刘崇佑:抗辩政府的大律师(3)
众议员王文璞当即提出质问书,认定“未曾宣告戒严之时而滥用《戒严法》”为非法,山东军人通电“首先登载于上海《新闻报》、《申报》”,不应独罪《益世报》,重点则落在警察厅之举措有妨害“《约法》上所赋予人民之自由”的指控。由此也可见出警厅对查封《益世报》改口遮掩的破绽所在。
虽然有此失误,一意孤行的当局却不打算认错。置议员的质问、北京报界联合会的联名呈请以及津沪学界的屡次电请于不顾,地方检察厅仍将潘智远诉上法庭。而为其担任辩护律师的正是刘崇佑。
在6月10日提出的《潘智远因〈益世报〉登载新闻被告一案辩护理由书》中,刘崇佑作了有力的申辩。他首先巧妙地确认,潘智远并非1916年12月按警察厅要求呈报备案的《益世报》经理与编辑主任,因此不应为报社“负法律上之责任”。继而,刘大律师逐一驳斥了起诉书加诸潘氏的四项罪责。

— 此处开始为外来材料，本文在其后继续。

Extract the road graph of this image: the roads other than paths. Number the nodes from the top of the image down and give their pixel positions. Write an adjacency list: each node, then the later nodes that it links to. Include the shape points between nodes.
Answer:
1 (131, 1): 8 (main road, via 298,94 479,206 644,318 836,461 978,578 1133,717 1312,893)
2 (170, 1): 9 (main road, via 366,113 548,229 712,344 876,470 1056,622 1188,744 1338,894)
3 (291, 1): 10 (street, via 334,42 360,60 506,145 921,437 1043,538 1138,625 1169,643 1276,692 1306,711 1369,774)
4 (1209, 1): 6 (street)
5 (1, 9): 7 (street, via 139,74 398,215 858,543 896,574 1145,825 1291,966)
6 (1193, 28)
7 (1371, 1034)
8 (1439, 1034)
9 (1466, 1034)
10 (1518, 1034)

关于“妨害治安罪”,刘崇佑认为,起诉书中举证的该报5月7日《对外怒潮影响之扩大》一篇报导的传言,述及商民拟举行罢市,以要求政府释放学生,不能成罪。理由是,“报馆有闻必录,乃其天职”;“暗商罢市既非造谣,‘罢市’二字又非法律所定忌讳之语,则何不可公然披露”?刘崇佑更进而运用辩护技巧,指认《益世报》揭出罢市预谋,“与其谓为竭力鼓吹罢市,无宁谓为竭力漏泄罢市之秘密,以警告政府,以达其防止罢市之目的,是乃维持治安之作用,何以指为妨害治安”?这等诛心之论固非报社本意,但接下来刘氏所作的正面阐述“政府不能平服商民之心,致有全国罢市之大骚动,至今未闻政府之自责”却已由趋避转为进攻,反诉政府失职的责任。

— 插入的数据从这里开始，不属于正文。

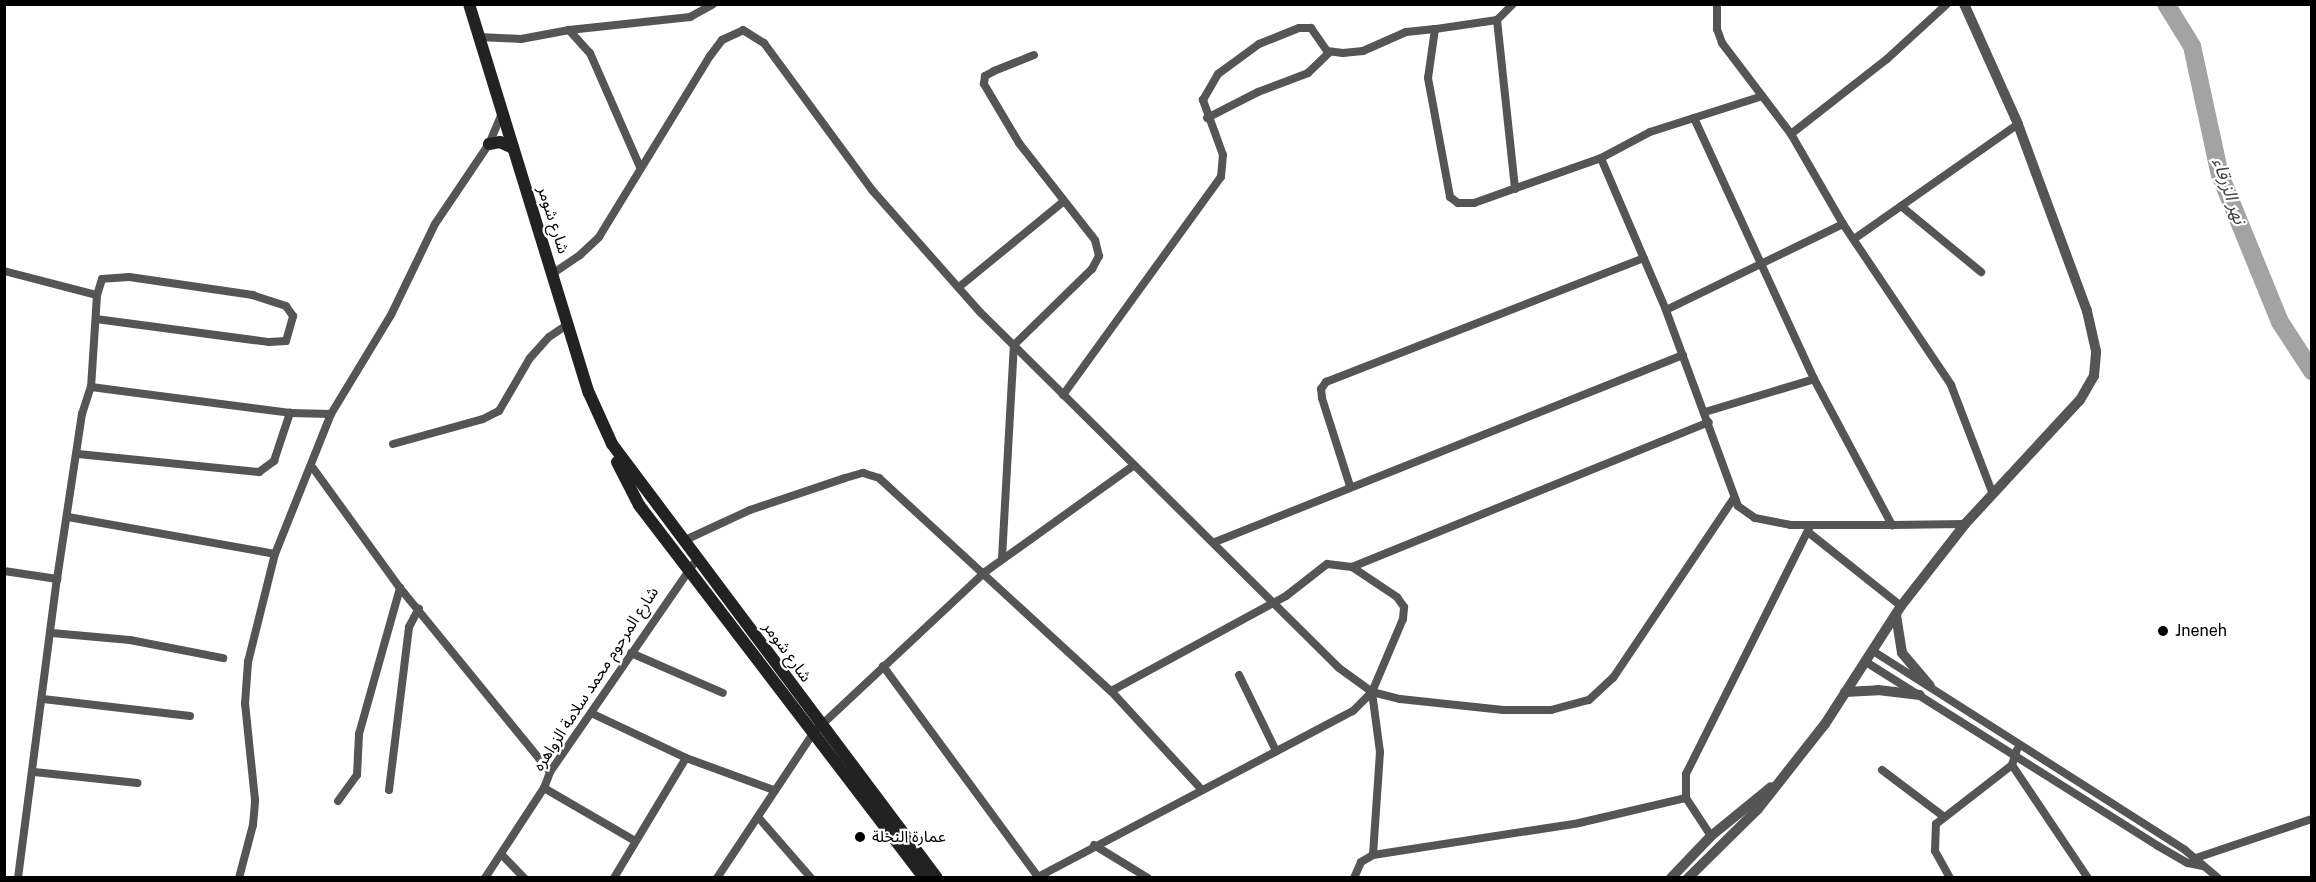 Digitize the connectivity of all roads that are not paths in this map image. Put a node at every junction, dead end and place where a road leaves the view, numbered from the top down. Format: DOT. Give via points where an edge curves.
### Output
graph roads {
  1 [pos="469,4"];
  2 [pos="714,4"];
  3 [pos="1513,4"];
  4 [pos="1717,4"];
  5 [pos="1947,4"];
  6 [pos="1964,4"];
  7 [pos="1497,20"];
  8 [pos="1435,29"];
  9 [pos="569,30"];
  10 [pos="479,37"];
  11 [pos="1330,52"];
  12 [pos="1034,55"];
  13 [pos="1760,97"];
  14 [pos="502,114"];
  15 [pos="1207,118"];
  16 [pos="1694,118"];
  17 [pos="2018,124"];
  18 [pos="1791,134"];
  19 [pos="489,144"];
  20 [pos="513,148"];
  21 [pos="1601,158"];
  22 [pos="640,167"];
  23 [pos="1515,189"];
  24 [pos="1063,202"];
  25 [pos="1901,206"];
  26 [pos="1843,224"];
  27 [pos="1854,240"];
  28 [pos="1644,258"];
  29 [pos="1761,266"];
  30 [pos="4,271"];
  31 [pos="1982,272"];
  32 [pos="552,274"];
  33 [pos="959,287"];
  34 [pos="97,295"];
  35 [pos="1666,310"];
  36 [pos="96,319"];
  37 [pos="568,324"];
  38 [pos="1014,345"];
  39 [pos="1683,355"];
  40 [pos="1814,379"];
  41 [pos="91,387"];
  42 [pos="1063,395"];
  43 [pos="1705,412"];
  44 [pos="290,413"];
  45 [pos="332,414"];
  46 [pos="1709,422"];
  47 [pos="393,444"];
  48 [pos="612,444"];
  49 [pos="78,454"];
  50 [pos="1133,466"];
  51 [pos="313,468"];
  52 [pos="1350,486"];
  53 [pos="1992,492"];
  54 [pos="1734,498"];
  55 [pos="68,517"];
  56 [pos="1965,524"];
  57 [pos="1892,525"];
  58 [pos="1809,529"];
  59 [pos="683,541"];
  60 [pos="1215,542"];
  61 [pos="275,554"];
  62 [pos="1002,558"];
  63 [pos="692,564"];
  64 [pos="1352,567"];
  65 [pos="4,571"];
  66 [pos="985,572"];
  67 [pos="57,579"];
  68 [pos="400,588"];
  69 [pos="1275,602"];
  70 [pos="419,608"];
  71 [pos="1898,610"];
  72 [pos="52,633"];
  73 [pos="1873,651"];
  74 [pos="631,653"];
  75 [pos="223,658"];
  76 [pos="1866,662"];
  77 [pos="883,666"];
  78 [pos="1239,675"];
  79 [pos="1930,686"];
  80 [pos="1111,691"];
  81 [pos="1372,692"];
  82 [pos="1845,692"];
  83 [pos="723,693"];
  84 [pos="1920,695"];
  85 [pos="44,699"];
  86 [pos="591,713"];
  87 [pos="190,716"];
  88 [pos="817,729"];
  89 [pos="2020,744"];
  90 [pos="1276,751"];
  91 [pos="2015,755"];
  92 [pos="686,758"];
  93 [pos="2012,765"];
  94 [pos="1882,770"];
  95 [pos="550,771"];
  96 [pos="34,772"];
  97 [pos="1781,780"];
  98 [pos="137,783"];
  99 [pos="544,788"];
  100 [pos="1201,789"];
  101 [pos="389,790"];
  102 [pos="774,790"];
  103 [pos="1686,798"];
  104 [pos="338,801"];
  105 [pos="1943,816"];
  106 [pos="758,817"];
  107 [pos="2312,819"];
  108 [pos="1712,836"];
  109 [pos="635,841"];
  110 [pos="1094,845"];
  111 [pos="502,855"];
  112 [pos="1372,855"];
  113 [pos="2195,857"];
  114 [pos="2188,863"];
  115 [pos="2202,866"];
  116 [pos="1038,877"];
  117 [pos="18,878"];
  118 [pos="239,878"];
  119 [pos="485,878"];
  120 [pos="524,878"];
  121 [pos="614,878"];
  122 [pos="717,878"];
  123 [pos="811,878"];
  124 [pos="924,878"];
  125 [pos="937,878"];
  126 [pos="1148,878"];
  127 [pos="1354,878"];
  128 [pos="1671,878"];
  129 [pos="1688,878"];
  130 [pos="1950,878"];
  131 [pos="2088,878"];
  132 [pos="2218,878"];
  1 -- 10 [label="main road, شارع شومر"];
  2 -- 9 [label="street" via="690,17"];
  3 -- 7 [label="street"];
  4 -- 13 [label="street" via="1718,36"];
  5 -- 18 [label="street" via="1887,59"];
  6 -- 17 [label="street"];
  7 -- 8 [label="street"];
  7 -- 23 [label="street"];
  8 -- 11 [label="street" via="1406,32 1363,51"];
  8 -- 23 [label="street" via="1428,78 1447,193 1454,202 1468,205"];
  9 -- 10 [label="street" via="521,39"];
  9 -- 22 [label="street" via="590,53"];
  10 -- 14 [label="main road, شارع شومر"];
  11 -- 15 [label="street" via="1308,73 1266,88"];
  11 -- 15 [label="street" via="1316,32 1307,27 1259,44 1209,84 1203,99"];
  12 -- 24 [label="street" via="985,76 984,84 1019,143"];
  13 -- 16 [label="street"];
  13 -- 18 [label="street"];
  14 -- 19 [label="street"];
  14 -- 20 [label="main road, شارع شومر"];
  15 -- 42 [label="street" via="1223,155 1221,177"];
  16 -- 21 [label="street" via="1650,132"];
  16 -- 29 [label="street"];
  17 -- 25 [label="street"];
  17 -- 53 [label="street" via="2090,318 2096,361 2094,376 2080,400"];
  18 -- 26 [label="street"];
  19 -- 20 [label="main road" via="500,142"];
  19 -- 45 [label="street" via="435,224 391,315"];
  20 -- 32 [label="main road, شارع شومر"];
  21 -- 23 [label="street"];
  21 -- 28 [label="street"];
  22 -- 32 [label="street" via="599,237"];
  22 -- 33 [label="street" via="722,40 734,32 754,34 872,190"];
  24 -- 33 [label="street"];
  24 -- 38 [label="street" via="1095,240 1098,260"];
  25 -- 27 [label="street"];
  25 -- 31 [label="street"];
  26 -- 27 [label="street"];
  26 -- 29 [label="street"];
  27 -- 53 [label="street" via="1951,385"];
  28 -- 35 [label="street"];
  28 -- 52 [label="street" via="1326,382 1321,389 1322,398"];
  29 -- 35 [label="street"];
  29 -- 40 [label="street"];
  30 -- 34 [label="street"];
  32 -- 37 [label="main road, شارع شومر"];
  33 -- 38 [label="street"];
  34 -- 36 [label="street"];
  34 -- 36 [label="street" via="102,279 129,277 253,295 286,306 293,316 286,340 269,342"];
  35 -- 39 [label="street"];
  36 -- 41 [label="street"];
  37 -- 47 [label="street" via="530,358 499,411"];
  37 -- 48 [label="main road, شارع شومر" via="589,393"];
  38 -- 42 [label="street"];
  38 -- 62 [label="street"];
  39 -- 43 [label="street"];
  39 -- 52 [label="street"];
  40 -- 43 [label="street"];
  40 -- 57 [label="street"];
  41 -- 44 [label="street"];
  41 -- 49 [label="street" via="82,414"];
  42 -- 50 [label="street"];
  43 -- 46 [label="street"];
  44 -- 45 [label="street"];
  44 -- 49 [label="street" via="274,461 259,472"];
  45 -- 51 [label="street"];
  46 -- 54 [label="street"];
  46 -- 64 [label="street"];
  48 -- 59 [label="main road, شارع شومر"];
  48 -- 63 [label="main road, شارع شومر" via="627,488"];
  49 -- 55 [label="street"];
  50 -- 60 [label="street"];
  50 -- 62 [label="street"];
  51 -- 61 [label="street"];
  51 -- 68 [label="street"];
  52 -- 60 [label="street"];
  53 -- 56 [label="street"];
  54 -- 58 [label="street" via="1738,506 1755,518"];
  54 -- 81 [label="street" via="1613,678 1589,700 1551,710 1503,710 1400,699"];
  55 -- 61 [label="street"];
  55 -- 67 [label="street"];
  56 -- 57 [label="street"];
  56 -- 71 [label="street"];
  57 -- 58 [label="street"];
  58 -- 71 [label="street"];
  58 -- 103 [label="street" via="1699,745 1686,774"];
  59 -- 63 [label="main road, شارع شومر"];
  59 -- 66 [label="street" via="750,510 863,474 879,478"];
  60 -- 69 [label="street"];
  61 -- 118 [label="street" via="249,663 246,725 255,800 253,825"];
  62 -- 66 [label="street"];
  63 -- 74 [label="street, شارع المرحوم محمد سلامة الزواهره"];
  63 -- 88 [label="main road, شارع شومر"];
  64 -- 69 [label="street" via="1320,566 1299,587"];
  64 -- 81 [label="street" via="1397,597 1404,607 1403,619"];
  65 -- 67 [label="street"];
  66 -- 77 [label="street"];
  66 -- 80 [label="street"];
  67 -- 72 [label="street"];
  68 -- 70 [label="street"];
  68 -- 104 [label="street" via="359,734 357,775"];
  69 -- 80 [label="street"];
  69 -- 81 [label="street" via="1339,668"];
  70 -- 95 [label="street"];
  70 -- 101 [label="street" via="410,627"];
  71 -- 73 [label="street"];
  71 -- 79 [label="street" via="1902,653"];
  72 -- 75 [label="street" via="130,640"];
  72 -- 85 [label="street"];
  73 -- 76 [label="street"];
  73 -- 79 [label="street"];
  74 -- 83 [label="street"];
  74 -- 86 [label="street, شارع المرحوم محمد سلامة الزواهره"];
  76 -- 82 [label="street"];
  76 -- 84 [label="street"];
  77 -- 88 [label="street"];
  77 -- 116 [label="street"];
  78 -- 90 [label="street"];
  79 -- 89 [label="street"];
  80 -- 100 [label="street"];
  81 -- 90 [label="street" via="1353,711"];
  81 -- 112 [label="street" via="1380,752"];
  82 -- 84 [label="street" via="1878,690"];
  82 -- 97 [label="street"];
  84 -- 91 [label="street"];
  85 -- 87 [label="street"];
  85 -- 96 [label="street"];
  86 -- 92 [label="street"];
  86 -- 95 [label="street, شارع المرحوم محمد سلامة الزواهره"];
  88 -- 102 [label="street"];
  88 -- 124 [label="main road, شارع شومر"];
  88 -- 125 [label="main road, شارع شومر"];
  89 -- 91 [label="street"];
  89 -- 113 [label="street"];
  90 -- 100 [label="street"];
  91 -- 93 [label="street"];
  91 -- 114 [label="street"];
  92 -- 102 [label="street"];
  92 -- 109 [label="street" via="681,772"];
  93 -- 105 [label="street"];
  93 -- 131 [label="street"];
  94 -- 105 [label="street"];
  95 -- 99 [label="street, شارع المرحوم محمد سلامة الزواهره"];
  96 -- 98 [label="street"];
  96 -- 117 [label="street"];
  97 -- 108 [label="street"];
  97 -- 129 [label="street" via="1758,809"];
  99 -- 109 [label="street"];
  99 -- 111 [label="street, شارع المرحوم محمد سلامة الزواهره"];
  100 -- 110 [label="street"];
  102 -- 106 [label="street"];
  103 -- 108 [label="street"];
  103 -- 112 [label="street" via="1579,823"];
  105 -- 130 [label="street" via="1936,824 1933,839 1940,863"];
  106 -- 122 [label="street"];
  106 -- 123 [label="street"];
  107 -- 113 [label="street"];
  108 -- 128 [label="street"];
  109 -- 121 [label="street"];
  110 -- 116 [label="street"];
  110 -- 126 [label="street"];
  111 -- 119 [label="street, شارع المرحوم محمد سلامة الزواهره"];
  111 -- 120 [label="street"];
  112 -- 127 [label="street" via="1358,865"];
  113 -- 114 [label="street"];
  113 -- 115 [label="street"];
  114 -- 115 [label="street"];
  115 -- 132 [label="street"];
}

关于“侮辱官吏罪”,起诉书列举的罪证为《益世报》5月13日登载的《正告曹汝霖》一文,内有“吴炳湘居然听卖国贼之指挥,可谓丧尽军警界之德”,被认作是对现任警察总监的“肆口谩骂”。刘崇佑的辩护先从各国成文法演变史入手,论及“侮辱官吏认为犯罪,乃历史之遗物,今世界法例已不见其踪影”,在中国也“已无厉行之价值”,这自然是以欧美国家的法律为参照系。次则指出,其文发表于“早已声明言责非该报所负”的“国民之言”栏,故与报社无干。而其辨“谩骂”与“侮辱”之界定尤其光明正大:
国家许设报馆,原使之批评时政、臧否人物,所以宣民隐,以为执政者参考之资。批评臧否即有是非之谓,是者不足为阿谀,非者亦不能指为谩骂。……今日既无类似时代“大不敬”之科刑,所谓“侮辱”者自应严格解释。
这一辩辞确认报章*有监督、批评政府的权力,实为此案不能成立之关键。